A New Year and predictions
Shannon Bohrer
(1/2019) Every New Year the major news sources always talk about what happened the previous year and then the experts tell us what they predict will happen in the coming year. Strange as it may seem we rarely hear anything about their predictions from the previous year. You would think that if they were right, they would tell us, maybe they forgot what
they predicted. I could not find my New Year’s article from last year, so I will assume that my predictions were reasonably accurate. I do know that I kept my New Year’s resolution, at least for the most part.
We do have some politicians that predict the economy and world events, as if they have some expertise, which they generally do not. I think the politicians make optimistic predictions believing the voters will remember the optimism, even if they don’t remember the outcomes. If a politician makes a strong economic prediction that fails then the
politician can always attribute the failure to the other party. Blaming the other party for any problems we have - is a prediction you can always count on.
The success rates for the predictions made by the self-proclaimed experts are probably no better than the odds of getting the long side of a wishbone from a turkey. Then again, the odds of getting the long side of a wishbone should be fifty percent, so that might be too optimistic for some experts.
Maybe we should start with the topic of predictions and why do we make them. If we don’t remember them and there are no rewards if they are correct, and there are no consequences if they are wrong, then why? Maybe it’s just a habit, like pulling apart the wishbone at a Thanksgiving dinner. While there is no science that predicts wishes that are related
to wish bones, we still engage in this practice and probably more often than not – forget what we wished for. Of course, we should not forget - that for the wish to become true the wishbone has to be placed over a doorway.
Maybe that is part of our problem, that our predictions are just habits and rituals. I did a little research on political expertise and found some interesting past predictions.

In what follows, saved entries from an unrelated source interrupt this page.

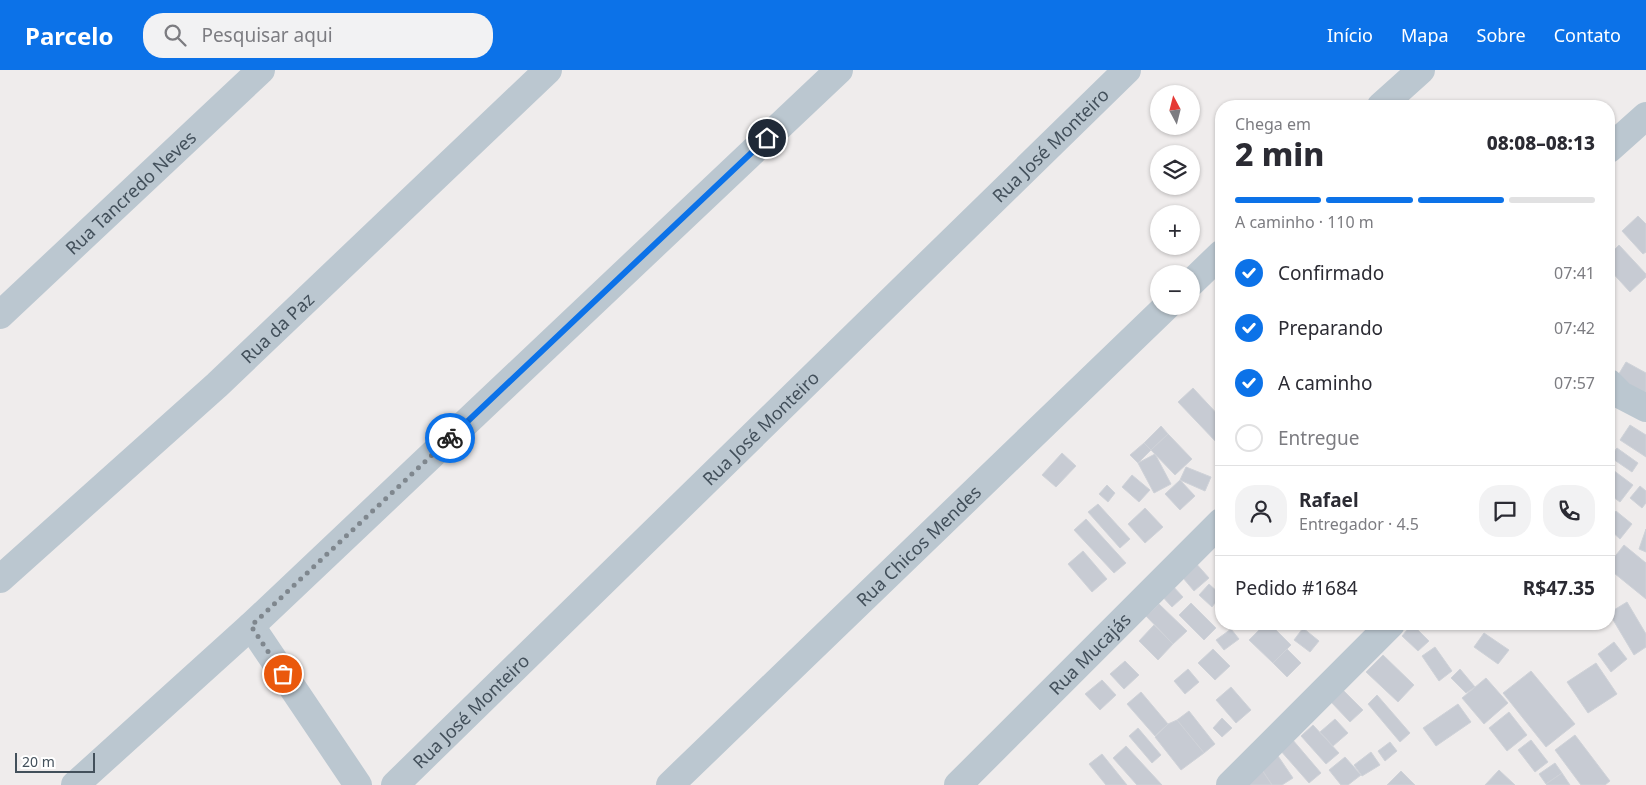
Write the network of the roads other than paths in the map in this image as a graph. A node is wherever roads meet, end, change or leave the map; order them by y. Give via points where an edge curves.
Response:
1 (261, 70) edge
2 (548, 70) edge
3 (839, 70) edge
4 (1127, 70) edge
5 (1421, 70) edge
6 (1388, 100) edge
7 (1646, 116) edge
8 (1615, 143) edge
9 (1215, 260) edge
10 (1200, 274) edge
11 (0, 315) edge
12 (1158, 315) edge
13 (1615, 396) edge
14 (1646, 408) edge
15 (1215, 528) edge
16 (0, 579) edge
17 (251, 626) junction
18 (1386, 630) edge
19 (76, 785) edge
20 (358, 785) edge
21 (395, 785) edge
22 (670, 785) edge
23 (958, 785) edge
24 (1230, 785) edge

1 - 11 street, Rua Tancredo Neves
2 - 16 street, Rua da Paz via 217,385
3 - 17 street
4 - 21 street, Rua José Monteiro
5 - 6 street
7 - 8 street
9 - 10 street
12 - 22 street, Rua Chicos Mendes
13 - 14 street
15 - 23 street, Rua Mucajás
17 - 19 street
17 - 20 street
18 - 24 street

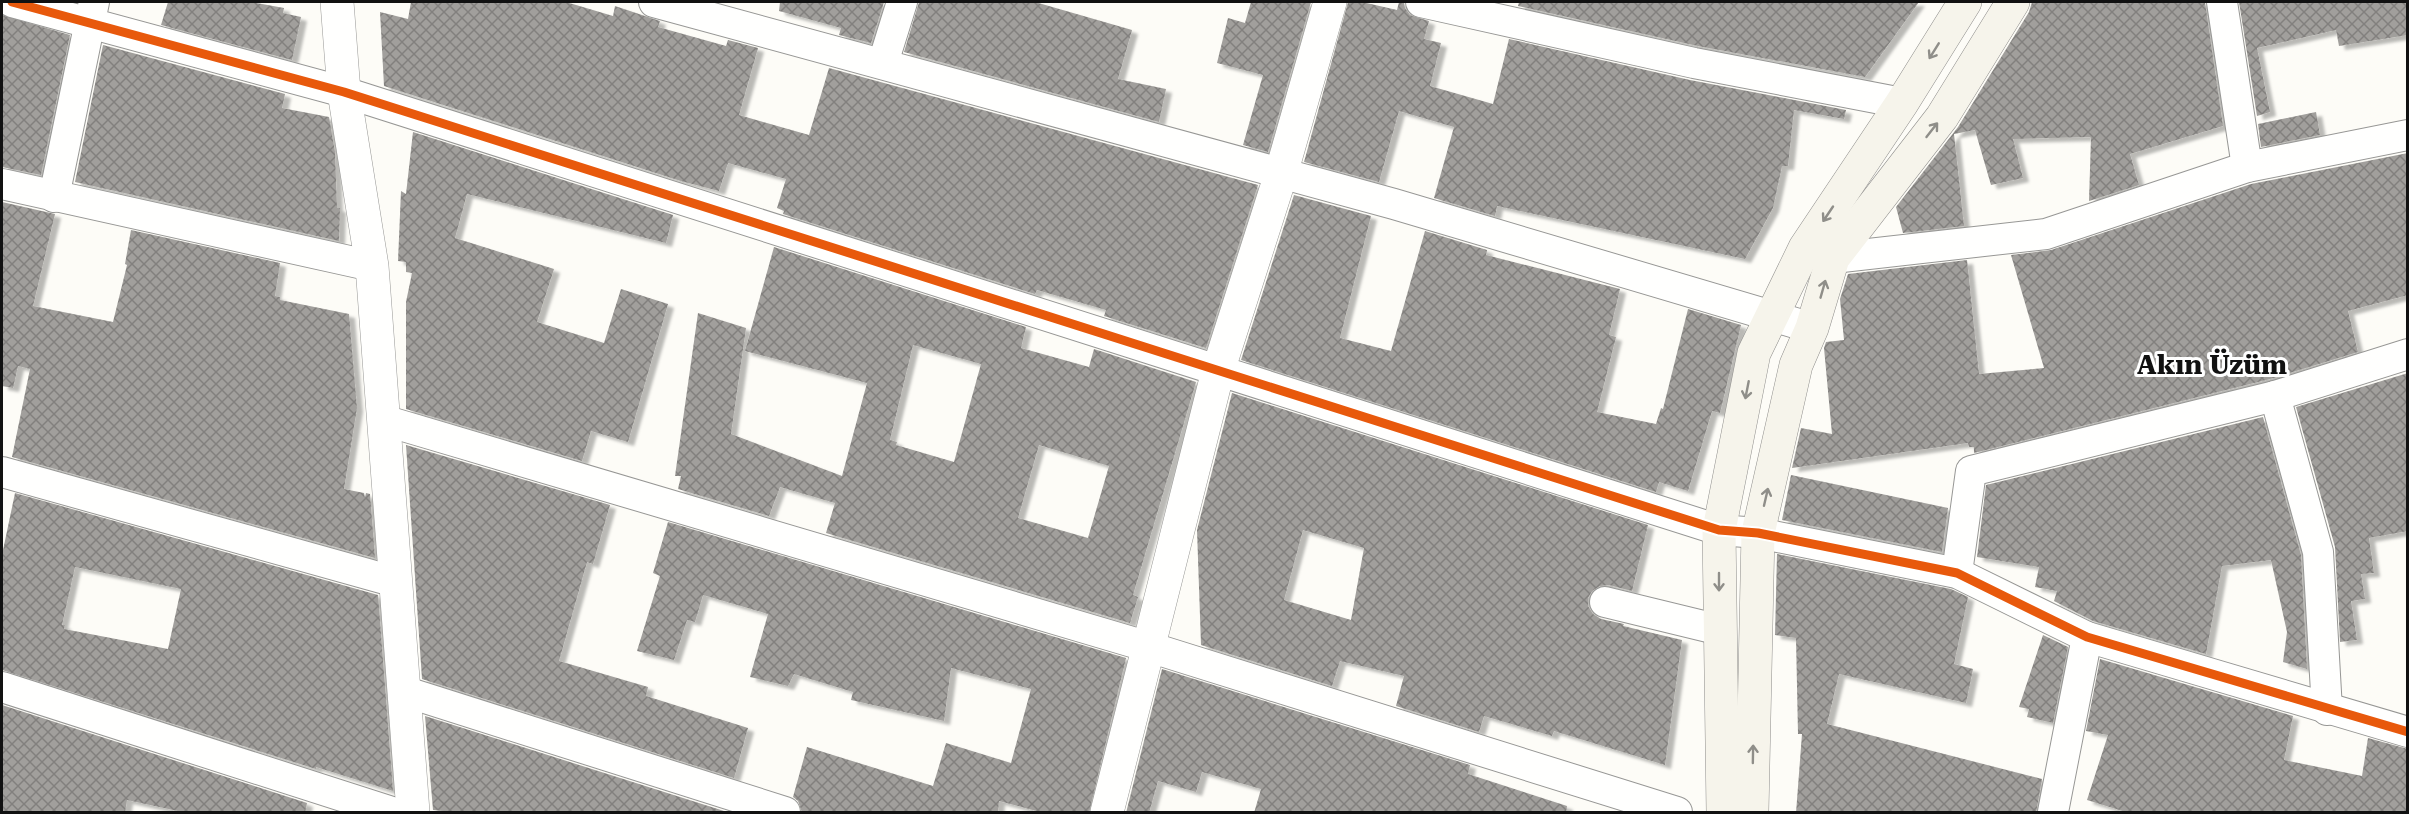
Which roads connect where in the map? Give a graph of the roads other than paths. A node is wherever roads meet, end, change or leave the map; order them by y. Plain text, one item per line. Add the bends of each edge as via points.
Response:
1 (12, 2) edge
2 (337, 2) edge
3 (654, 2) edge
4 (902, 2) edge
5 (1330, 2) edge
6 (1421, 2) edge
7 (1965, 2) edge
8 (2013, 2) edge
9 (2222, 2) edge
10 (715, 10) edge
11 (91, 13) edge
12 (883, 63) junction
13 (344, 93) junction
14 (1902, 103) junction
15 (2408, 135) edge
16 (2247, 167) junction
17 (1281, 174) junction
18 (2, 184) edge
19 (54, 197) junction
20 (1833, 258) junction
21 (372, 266) junction
22 (1771, 317) junction
23 (1812, 328) junction
24 (2408, 354) edge
25 (1218, 371) junction
26 (2275, 396) junction
27 (383, 420) junction
28 (2, 472) edge
29 (1719, 530) junction
30 (1758, 532) junction
31 (1957, 573) junction
32 (396, 582) junction
33 (1605, 602) dead end
34 (1719, 630) junction
35 (2087, 637) junction
36 (1149, 647) junction
37 (2, 687) edge
38 (403, 691) junction
39 (2327, 710) junction
40 (2408, 732) edge
41 (392, 813) edge
42 (413, 813) edge
43 (785, 813) edge
44 (1107, 813) edge
45 (1677, 813) edge
46 (1723, 813) edge
47 (1752, 813) edge
48 (2053, 813) edge

1 - 11 street
2 - 13 street
3 - 10 street
4 - 12 street
5 - 17 street
6 - 14 street via 1694,63
7 -> 14 main road
20 -> 8 main road via 1942,117
9 - 16 street
10 - 12 street
11 - 13 street
11 - 19 street
12 - 17 street
13 - 21 street
13 - 25 street
14 -> 22 main road via 1805,248
15 - 16 street
16 - 20 street via 2046,234
17 - 22 street
17 - 25 street
18 - 19 street
19 - 21 street
23 -> 20 main road
21 - 27 street
22 - 23 street
22 -> 29 main road via 1754,352
30 -> 23 main road via 1796,365
24 - 26 street
25 - 29 street
25 - 36 street
26 - 31 street via 1971,471
26 - 39 street via 2318,552
27 - 32 street
27 - 36 street
28 - 32 street
29 - 30 street
29 -> 34 main road
30 - 31 street
47 -> 30 main road
31 - 35 street
32 - 38 street
33 - 34 street
34 - 46 main road
35 - 39 street
35 - 48 street
36 - 44 street
36 - 45 street
37 - 41 street
38 - 42 street
38 - 43 street
39 - 40 street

This prediction is from 1936. "This is the largest tax bill in history. And to call it ‘social security’ is a fraud on the workingman," "I am not exaggerating the folly of this legislation. The saving it forces on our workers is a cruel hoax." These words were said by a former governor of Kansas who was running against Roosevelt for president in 1936.
He was predicting the failure of social security.
There were a lot of negative predictions with Social Security when instituted. It was often called socialism and Mr. Silas Strawn, from the Chamber of Commerce, called it a plan "to Sovietize America."
Social Security was created because the banks went broke and lost the savings of millions of people. It was one of many programs to help the country out of the great depression and it worked.
In 1961 a future president said "If you don’t [write your senator in opposition to King-Anderson], about this program, I promise you, it will pass just as surely as the sun will come up tomorrow, and behind it will come other federal programs that will invade every area of freedom as we have known it in this country," He continued, "until one day… we
will wake to find that we have socialism. And if you don’t do this and I don’t do this, one of these days we are going to spend our sunset years telling our children and our children’s children, what it once was like in America when men were free." That future president, Ronald Regan was speaking out against the proposed healthcare for the elderly (The future Medicare).
A few years later, President Kennedy and then President Johnson proposed a Medicare bill and were severely criticized. Senator Barry Goldwater was a candidate for President in 1964 and he spoke against the Medicare proposal saying, "Having given our pensioners their medical care in kind, why not food baskets, why not public housing accommodations, why
not vacation resorts, why not a ration of cigarettes for those who smoke and of beer for those who drink?"
Medicare was created because medical insurance companies cancelled insurance policies when people turned 65 years of age. At that time there was no mandatory coverage to ensure that the insurance industry would cover people. Even the American Medical Association called it "socialized medicine."
When President Obama signed the "Affordable Care Act" into law, it was predicted by the non-partisan budget analysis that "Obama Care would reduce the nation’s deficit by hundreds of billions of dollars in the coming years." The critics predicted the opposite, saying the deficits would grow and "bankrupt the country." They were wrong and the
non-partisan budget analysis was correct. Well almost correct, the cost of the Affordable Care Act was smaller than projected.
Prior to 2014, the first full year of the "Affordable Care Act" predictions from critics said the act, "would be an abysmal year for the American job market" and that "Obamacare" would result in lower job creation and "Affordable Care Act" would "push unemployment higher." Senator Hastings, from Delaware, said "passing the plan would ‘end the progress
of a great country.’" Of course we also had the many predictions that the "Affordable Care Act" would result in "Socialism"
The predictions did not materialize. 2014 was a great year for job creation, the best in around 20 years. Unemployment numbers went down and "there’s literally no evidence that the ACA had an adverse effect on economic growth at all."
My prediction for 2019 is that some politicians will call for modifying, changing and or eliminating social security, Medicare and the affordable care act. The recommendations will state that we don’t want to become a dependent society and that the country cannot afford these entitlement programs. It does not seem to matter that the recipients of all
of these programs – pay for them. Nor does it matter that all three programs work and are well liked. The recommendations will be made, out of habit, because habits are hard to change, and we don’t want to become socialist.